Para ekonom berpendapat bahwa kebijakan fiskal harus dikedepankan saat ini dan tekanan inflasi dapat dibatasi dengan pengurangan/subsidi cukai. Penting untuk melindungi pengeluaran konsumsi swasta karena tekanan inflasi menguat.
Di sisi kebijakan moneter, terdapat pandangan bulat bahwa Reserve Bank of India akan menahan diri untuk tidak melakukan perubahan kebijakan dalam kebijakan moneter mendatang yang akan diumumkan pada 8 April 2022.
Meskipun risiko terbalik terhadap inflasi telah meningkat dengan eskalasi konflik Rusia dan Ukraina dan dinamika pertumbuhan inflasi juga berada di bawah pengawasan, komite kebijakan moneter diperkirakan akan melihat kenaikan inflasi sementara dalam waktu dekat.
RBI diperkirakan akan terus mendukung pemulihan ekonomi yang sedang berlangsung dengan mempertahankan suku bunga repo kebijakan tidak berubah pada pengumuman bulan April. Impuls pertumbuhan masih baru lahir dan kepercayaan konsumen lemah dan belum kembali ke tingkat pra-pandemi.
Kenaikan harga minyak mentah dan input industri menekan harga melalui inflasi impor. Bahkan jika pass-through ke konsumen telah dibatasi sejauh ini, para ekonom mengharapkan pass-through melalui fiskal berikutnya dan seterusnya. Para ekonom berpendapat bahwa Reserve Bank of India akan mengubah pendiriannya pada paruh kedua tahun ini (2022) dan seseorang dapat mengharapkan kenaikan suku bunga antara 50-75 bp pada akhir tahun fiskal ini.
Mengingat bahwa inflasi di India didorong oleh pasokan, dukungan dari pemerintah dalam hal langkah-langkah fiskal seperti pengurangan cukai dan PPN atas bensin dan solar oleh Pusat dan negara bagian memiliki potensi untuk mengurangi beberapa kekhawatiran inflasi secara langsung.
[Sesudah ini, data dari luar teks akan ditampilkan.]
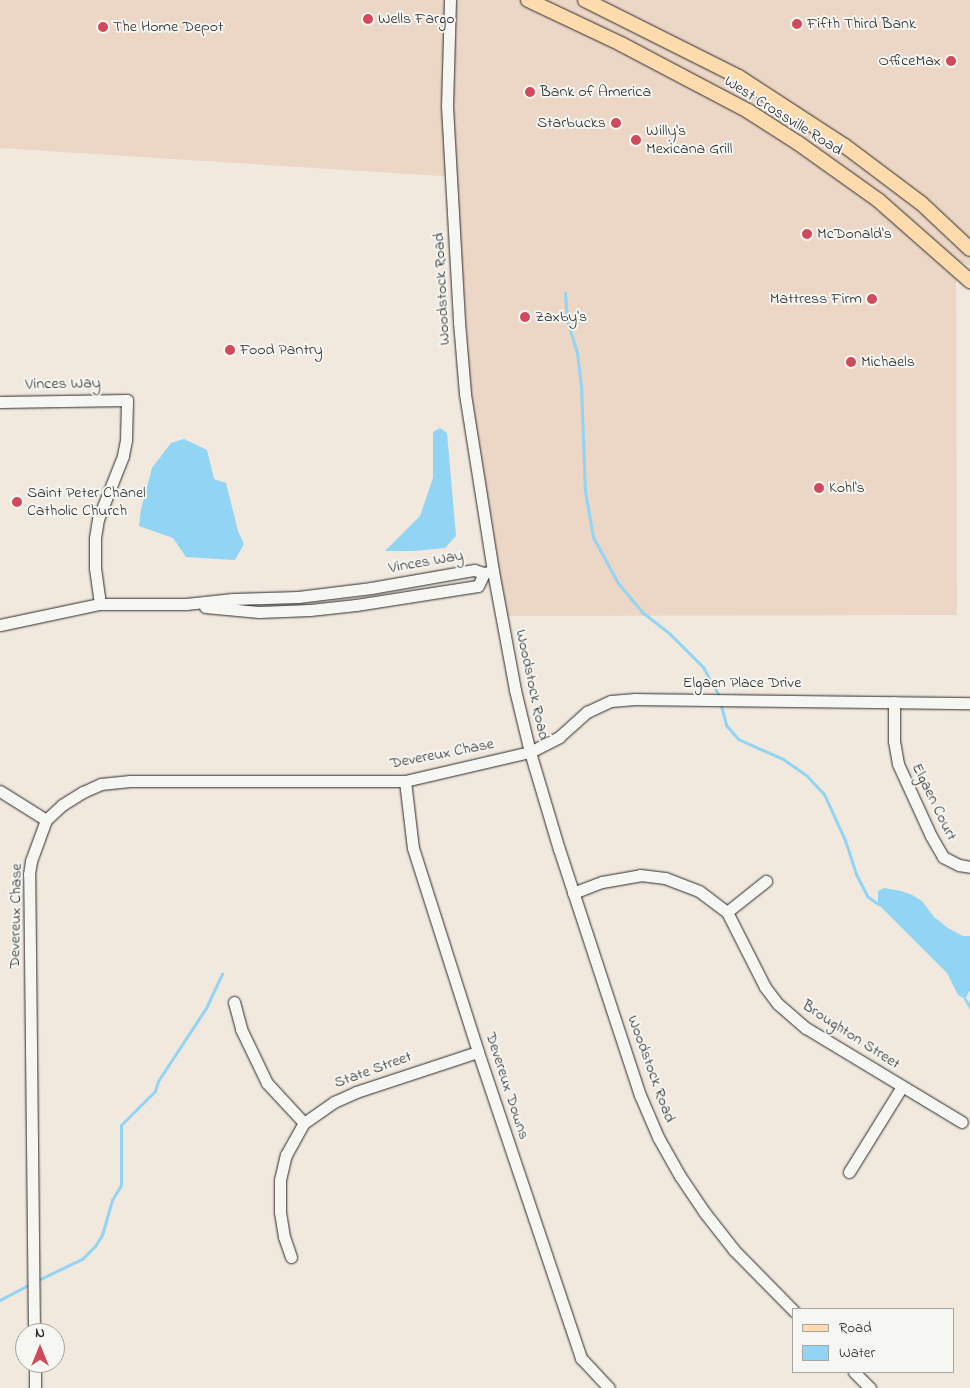 <!DOCTYPE html>
<html>
<head>
<meta charset="utf-8">
<style>
	body { margin:0 }
	#map { position:relative; width:970px; height:1388px; overflow:hidden; background:#f1e8de; font-family:"Indie Flower",sans-serif }
	div>[style] { position:absolute }
	.built>* { inset:0; background:#ecd7c7 }
	.water>* { inset:0; background:#91d4f3 }
	.stream>* { height:3px; margin:-1.5px; padding:0 1.5px; transform-origin:1.5px; border-radius:1.5px; background:#91d4f3 }
	.roads { filter:drop-shadow(0 0 1px #2b2b2b) drop-shadow(0 0 1px #2b2b2b) }
	.minor>* { height:11px; margin:-5.5px; padding:0 5.5px; transform-origin:5.5px; border-radius:5.5px; background:#f6f6f2 }
	.major>* { height:14px; margin:-7px; padding:0 7px; transform-origin:7px; border-radius:7px; background:#fedbac }
	.dots>* { width:14px; height:14px; translate:-50% -50%; box-sizing:border-box; border:2px solid #f6f6f2; border-radius:50% }
	span { translate:-50% -50%; white-space:nowrap; text-align:center; line-height:1.15; -webkit-text-stroke:4px #f6f6f2; paint-order:stroke }
	.poi-label { font-size:16px; color:#2b2b2b }
	.left { translate:0 -50%; text-align:left }
	.right { translate:-100% -50%; text-align:right }
	.street-label { font-size:16px; color:#2b2b2b }
	.legend { position:absolute; left:792px; top:1308px; width:162px; height:65px; box-sizing:border-box; background:#f6f6f2; border:1px solid #a5a5a2; margin:0; padding:6px 9px; list-style:none; font-size:15px; color:#2b2b2b }
	.legend li { display:flex; align-items:center; gap:10px; height:25px }
	.legend b { width:25px; border:1px solid #a5a5a2 }
	.north { position:absolute; left:15px; top:1323px; width:50px; height:50px; box-sizing:border-box; background:#f6f6f2; border:1px solid #a5a5a2; border-radius:50%; rotate:0deg; font-size:14px; font-weight:700; line-height:20px; text-align:center; color:#2b2b2b }
	.north::after { content:''; display:block; margin:auto; width:18px; height:22px; background:#d1495b; clip-path:polygon(50% 0,100% 100%,50% 72%,0 100%) }
</style>
</head>
<body>
<div id="map">
	<div class="built">
		<i style="clip-path:polygon(0 0,970px 0,970px 266px,956px 260px,957px 615px,501px 616px,477px 484px,456px 177px,0 148px)"></i>
	</div>
	<div class="water">
		<i style="clip-path:polygon(440px 428px,447px 433px,456px 536px,445px 548px,414px 551px,385px 551px,420px 516px,433px 478px,433px 432px)"></i>
		<i style="clip-path:polygon(184px 439px,207px 450px,214px 479px,226px 483px,238px 531px,244px 544px,235px 560px,186px 557px,173px 538px,139px 526px,141px 509px,152px 468px,171px 443px)"></i>
		<i style="clip-path:polygon(884px 888px,901px 891px,912px 895px,922px 901px,934px 917px,948px 928px,963px 936px,970px 936px,970px 990px,965px 999px,958px 995px,947px 973px,878px 904px,878px 891px)"></i>
	</div>
	<div class="stream">
		<i style="left:565px;top:293px;width:27px;rotate:86deg"></i>
		<i style="left:567px;top:320px;width:34px;rotate:73deg"></i>
		<i style="left:577px;top:353px;width:31px;rotate:83deg"></i>
		<i style="left:581px;top:384px;width:107px;rotate:87.9deg"></i>
		<i style="left:585px;top:491px;width:47px;rotate:80.1deg"></i>
		<i style="left:593px;top:537px;width:52px;rotate:61.5deg"></i>
		<i style="left:618px;top:583px;width:38px;rotate:50deg"></i>
		<i style="left:642px;top:612px;width:36px;rotate:38deg"></i>
		<i style="left:670px;top:634px;width:47px;rotate:45deg"></i>
		<i style="left:703px;top:667px;width:33px;rotate:61deg"></i>
		<i style="left:720px;top:702px;width:24px;rotate:75deg"></i>
		<i style="left:726px;top:725px;width:18px;rotate:49deg"></i>
		<i style="left:738px;top:739px;width:49px;rotate:24deg"></i>
		<i style="left:783px;top:759px;width:29px;rotate:35deg"></i>
		<i style="left:807px;top:776px;width:25px;rotate:47deg"></i>
		<i style="left:824px;top:794px;width:51px;rotate:65.5deg"></i>
		<i style="left:845px;top:840px;width:36px;rotate:72deg"></i>
		<i style="left:856px;top:874px;width:25px;rotate:63deg"></i>
		<i style="left:867px;top:896px;width:14px;rotate:36deg"></i>
		<i style="left:965px;top:999px;width:9px;rotate:58deg"></i>
		<i style="left:36px;top:1281px;width:51px;rotate:-25.6deg"></i>
		<i style="left:82px;top:1259px;width:18px;rotate:-45deg"></i>
		<i style="left:95px;top:1246px;width:13px;rotate:-58deg"></i>
		<i style="left:102px;top:1235px;width:36px;rotate:-74deg"></i>
		<i style="left:112px;top:1200px;width:17px;rotate:-59deg"></i>
		<i style="left:121px;top:1185px;width:60px;rotate:-90deg"></i>
		<i style="left:121px;top:1125px;width:48px;rotate:-45deg"></i>
		<i style="left:155px;top:1091px;width:10px;rotate:-73deg"></i>
		<i style="left:158px;top:1081px;width:87px;rotate:-56.7deg"></i>
		<i style="left:206px;top:1008px;width:38px;rotate:-65deg"></i>
		<i style="left:0;top:1300px;width:34px;rotate:-28deg"></i>
	</div>
	<div class="roads">
		<div class="minor">
			<i style="left:450px;top:0;width:106px;rotate:91.6deg"></i>
			<i style="left:447px;top:106px;width:216px;rotate:86.8deg"></i>
			<i style="left:459px;top:322px;width:72px;rotate:85.2deg"></i>
			<i style="left:465px;top:394px;width:179px;rotate:81deg"></i>
			<i style="left:493px;top:571px;width:121px;rotate:79.5deg"></i>
			<i style="left:515px;top:690px;width:64px;rotate:76.4deg"></i>
			<i style="left:530px;top:752px;width:101px;rotate:73.4deg"></i>
			<i style="left:559px;top:849px;width:259px;rotate:71.8deg"></i>
			<i style="left:640px;top:1095px;width:46px;rotate:66.8deg"></i>
			<i style="left:658px;top:1137px;width:45px;rotate:60.6deg"></i>
			<i style="left:680px;top:1176px;width:45px;rotate:56deg"></i>
			<i style="left:705px;top:1213px;width:47px;rotate:51.9deg"></i>
			<i style="left:734px;top:1250px;width:86px;rotate:45.5deg"></i>
			<i style="left:0;top:402px;width:127px;rotate:-0.9deg"></i>
			<i style="left:127px;top:400px;width:40px;rotate:91.4deg"></i>
			<i style="left:126px;top:440px;width:16px;rotate:101deg"></i>
			<i style="left:123px;top:456px;width:68px;rotate:111.6deg"></i>
			<i style="left:98px;top:519px;width:20px;rotate:99deg"></i>
			<i style="left:95px;top:539px;width:29px;rotate:90deg"></i>
			<i style="left:95px;top:568px;width:36px;rotate:82deg"></i>
			<i style="left:205px;top:607px;width:54px;rotate:5.3deg"></i>
			<i style="left:259px;top:612px;width:51px;rotate:-2.2deg"></i>
			<i style="left:310px;top:610px;width:46px;rotate:-6.2deg"></i>
			<i style="left:356px;top:605px;width:123px;rotate:-8.9deg"></i>
			<i style="left:478px;top:586px;width:14px;rotate:-65deg"></i>
			<i style="left:0;top:625px;width:102px;rotate:-11.9deg"></i>
			<i style="left:100px;top:604px;width:86px"></i>
			<i style="left:186px;top:604px;width:47px;rotate:-6.1deg"></i>
			<i style="left:233px;top:599px;width:65px;rotate:-1.8deg"></i>
			<i style="left:298px;top:597px;width:74px;rotate:-7deg"></i>
			<i style="left:371px;top:588px;width:105px;rotate:-9.9deg"></i>
			<i style="left:474px;top:570px;width:10px;rotate:17deg"></i>
			<i style="left:484px;top:573px;width:9px;rotate:-13deg"></i>
			<i style="left:894px;top:702px;width:39px;rotate:90deg"></i>
			<i style="left:894px;top:741px;width:23px;rotate:80deg"></i>
			<i style="left:898px;top:764px;width:79px;rotate:65.4deg"></i>
			<i style="left:931px;top:836px;width:24px;rotate:60deg"></i>
			<i style="left:943px;top:857px;width:18px;rotate:27deg"></i>
			<i style="left:959px;top:865px;width:11px;rotate:10deg"></i>
			<i style="left:405px;top:781px;width:67px;rotate:83.2deg"></i>
			<i style="left:413px;top:848px;width:214px;rotate:72.3deg"></i>
			<i style="left:478px;top:1052px;width:323px;rotate:71.4deg"></i>
			<i style="left:581px;top:1358px;width:41px;rotate:47deg"></i>
			<i style="left:0;top:791px;width:54px;rotate:32.2deg"></i>
			<i style="left:573px;top:893px;width:31px;rotate:-21deg"></i>
			<i style="left:602px;top:882px;width:39px;rotate:-10deg"></i>
			<i style="left:640px;top:875px;width:25px;rotate:7deg"></i>
			<i style="left:665px;top:878px;width:36px;rotate:21deg"></i>
			<i style="left:699px;top:891px;width:35px;rotate:37deg"></i>
			<i style="left:727px;top:912px;width:84px;rotate:63.1deg"></i>
			<i style="left:765px;top:987px;width:21px;rotate:53deg"></i>
			<i style="left:778px;top:1004px;width:37px;rotate:41deg"></i>
			<i style="left:806px;top:1028px;width:182px;rotate:31.1deg"></i>
			<i style="left:727px;top:912px;width:50px;rotate:-38.5deg"></i>
			<i style="left:234px;top:1002px;width:28px;rotate:75deg"></i>
			<i style="left:241px;top:1029px;width:60px;rotate:64.3deg"></i>
			<i style="left:267px;top:1083px;width:54px;rotate:47.2deg"></i>
			<i style="left:849px;top:1172px;width:99px;rotate:-58.2deg"></i>
			<i style="left:291px;top:1257px;width:21px;rotate:-109deg"></i>
			<i style="left:284px;top:1237px;width:25px;rotate:-99deg"></i>
			<i style="left:280px;top:1212px;width:32px;rotate:-90deg"></i>
			<i style="left:280px;top:1180px;width:26px;rotate:-77deg"></i>
			<i style="left:286px;top:1155px;width:37px;rotate:-61deg"></i>
			<i style="left:304px;top:1123px;width:37px;rotate:-35deg"></i>
			<i style="left:334px;top:1102px;width:24px;rotate:-24deg"></i>
			<i style="left:356px;top:1092px;width:128px;rotate:-18.2deg"></i>
			<i style="left:34px;top:1333px;width:459px;rotate:-90.6deg"></i>
			<i style="left:29px;top:874px;width:13px;rotate:-81deg"></i>
			<i style="left:31px;top:861px;width:44px;rotate:-69.9deg"></i>
			<i style="left:46px;top:820px;width:22px;rotate:-43deg"></i>
			<i style="left:62px;top:805px;width:25px;rotate:-32deg"></i>
			<i style="left:83px;top:792px;width:20px;rotate:-24deg"></i>
			<i style="left:101px;top:784px;width:29px;rotate:-6deg"></i>
			<i style="left:130px;top:781px;width:275px"></i>
			<i style="left:405px;top:781px;width:128px;rotate:-13.1deg"></i>
			<i style="left:530px;top:752px;width:33px;rotate:-27deg"></i>
			<i style="left:559px;top:737px;width:38px;rotate:-42deg"></i>
			<i style="left:587px;top:712px;width:26px;rotate:-25deg"></i>
			<i style="left:611px;top:701px;width:24px;rotate:-5deg"></i>
			<i style="left:635px;top:699px;width:335px;rotate:0.7deg"></i>
			<i style="left:35px;top:1363px;width:25px;rotate:90deg"></i>
			<i style="left:854px;top:1372px;width:23px;rotate:45deg"></i>
		</div>
		<div class="major">
			<i style="left:528px;top:0;width:103px;rotate:25.3deg"></i>
			<i style="left:621px;top:44px;width:144px;rotate:27.8deg"></i>
			<i style="left:748px;top:111px;width:59px;rotate:32.6deg"></i>
			<i style="left:798px;top:143px;width:98px;rotate:35.5deg"></i>
			<i style="left:878px;top:200px;width:123px;rotate:41.4deg"></i>
			<i style="left:585px;top:0;width:172px;rotate:26.6deg"></i>
			<i style="left:739px;top:77px;width:126px;rotate:33.1deg"></i>
			<i style="left:845px;top:146px;width:95px;rotate:36.9deg"></i>
			<i style="left:921px;top:203px;width:67px;rotate:43.2deg"></i>
		</div>
	</div>
	<div class="dots">
		<i style="left:368px;top:19px;background:#d1495b"></i>
		<i style="left:797px;top:24px;background:#d1495b"></i>
		<i style="left:103px;top:27px;background:#d1495b"></i>
		<i style="left:951px;top:61px;background:#d1495b"></i>
		<i style="left:530px;top:92px;background:#d1495b"></i>
		<i style="left:616px;top:123px;background:#d1495b"></i>
		<i style="left:636px;top:140px;background:#d1495b"></i>
		<i style="left:807px;top:234px;background:#d1495b"></i>
		<i style="left:872px;top:299px;background:#d1495b"></i>
		<i style="left:525px;top:317px;background:#d1495b"></i>
		<i style="left:230px;top:350px;background:#d1495b"></i>
		<i style="left:851px;top:362px;background:#d1495b"></i>
		<i style="left:819px;top:488px;background:#d1495b"></i>
		<i style="left:17px;top:502px;background:#d1495b"></i>
	</div>
	<div class="poi-label">
		<span class="left" style="left:378px;top:19px">Wells Fargo</span>
		<span class="left" style="left:807px;top:24px">Fifth Third Bank</span>
		<span class="left" style="left:113px;top:27px">The Home Depot</span>
		<span class="right" style="left:941px;top:61px">OfficeMax</span>
		<span class="left" style="left:540px;top:92px">Bank of America</span>
		<span class="right" style="left:606px;top:123px">Starbucks</span>
		<span class="left" style="left:646px;top:140px">Willy's<br>Mexicana Grill</span>
		<span class="left" style="left:817px;top:234px">McDonald's</span>
		<span class="right" style="left:862px;top:299px">Mattress Firm</span>
		<span class="left" style="left:535px;top:317px">Zaxby's</span>
		<span class="left" style="left:240px;top:350px">Food Pantry</span>
		<span class="left" style="left:861px;top:362px">Michaels</span>
		<span class="left" style="left:829px;top:488px">Kohl's</span>
		<span class="left" style="left:27px;top:502px">Saint Peter Chanel<br>Catholic Church</span>
	</div>
	<div class="street-label">
		<span style="left:783px;top:116px;rotate:32deg">West Crossville Road</span>
		<span style="left:442px;top:289px;rotate:-93deg">Woodstock Road</span>
		<span style="left:63px;top:384px;rotate:-1deg">Vinces Way</span>
		<span style="left:426px;top:562px;rotate:-10deg">Vinces Way</span>
		<span style="left:742px;top:683px">Elgaen Place Drive</span>
		<span style="left:532px;top:685px;rotate:78deg">Woodstock Road</span>
		<span style="left:442px;top:754px;rotate:-11deg">Devereux Chase</span>
		<span style="left:934px;top:802px;rotate:64deg">Elgaen Court</span>
		<span style="left:16px;top:916px;rotate:-89deg">Devereux Chase</span>
		<span style="left:851px;top:1035px;rotate:33deg">Broughton Street</span>
		<span style="left:651px;top:1069px;rotate:70deg">Woodstock Road</span>
		<span style="left:373px;top:1070px;rotate:-20deg">State Street</span>
		<span style="left:507px;top:1086px;rotate:72deg">Devereux Downs</span>
	</div>
	<ul class="legend">
	<li><b style="height:6px;background:#fedbac"></b>Road</li>
	<li><b style="height:14px;background:#91d4f3"></b>Water</li>
	</ul>
	<div class="north">N</div>
</div>
</body>
</html>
Dukungan berkelanjutan untuk UMKM juga tetap penting, terutama mengingat dampak konflik yang sedang berlangsung pada usaha kecil. Penting bahwa arus kas usaha UMKM tersedia untuk mempertahankan operasi. Ada kebutuhan untuk memastikan bahwa dana tambahan tersedia untuk UMKM dan disarankan agar bank menurunkan margin kas dari 25% menjadi 10-15%.
Selain itu, siklus kerja UMKM dalam banyak kasus melampaui jangka waktu 90 hari. Oleh karena itu disarankan agar perlu mempertimbangkan kembali ketentuan batas 90 hari untuk klasifikasi dana surplus mereka dalam NPA dan batas harus ditingkatkan menjadi 180 hari.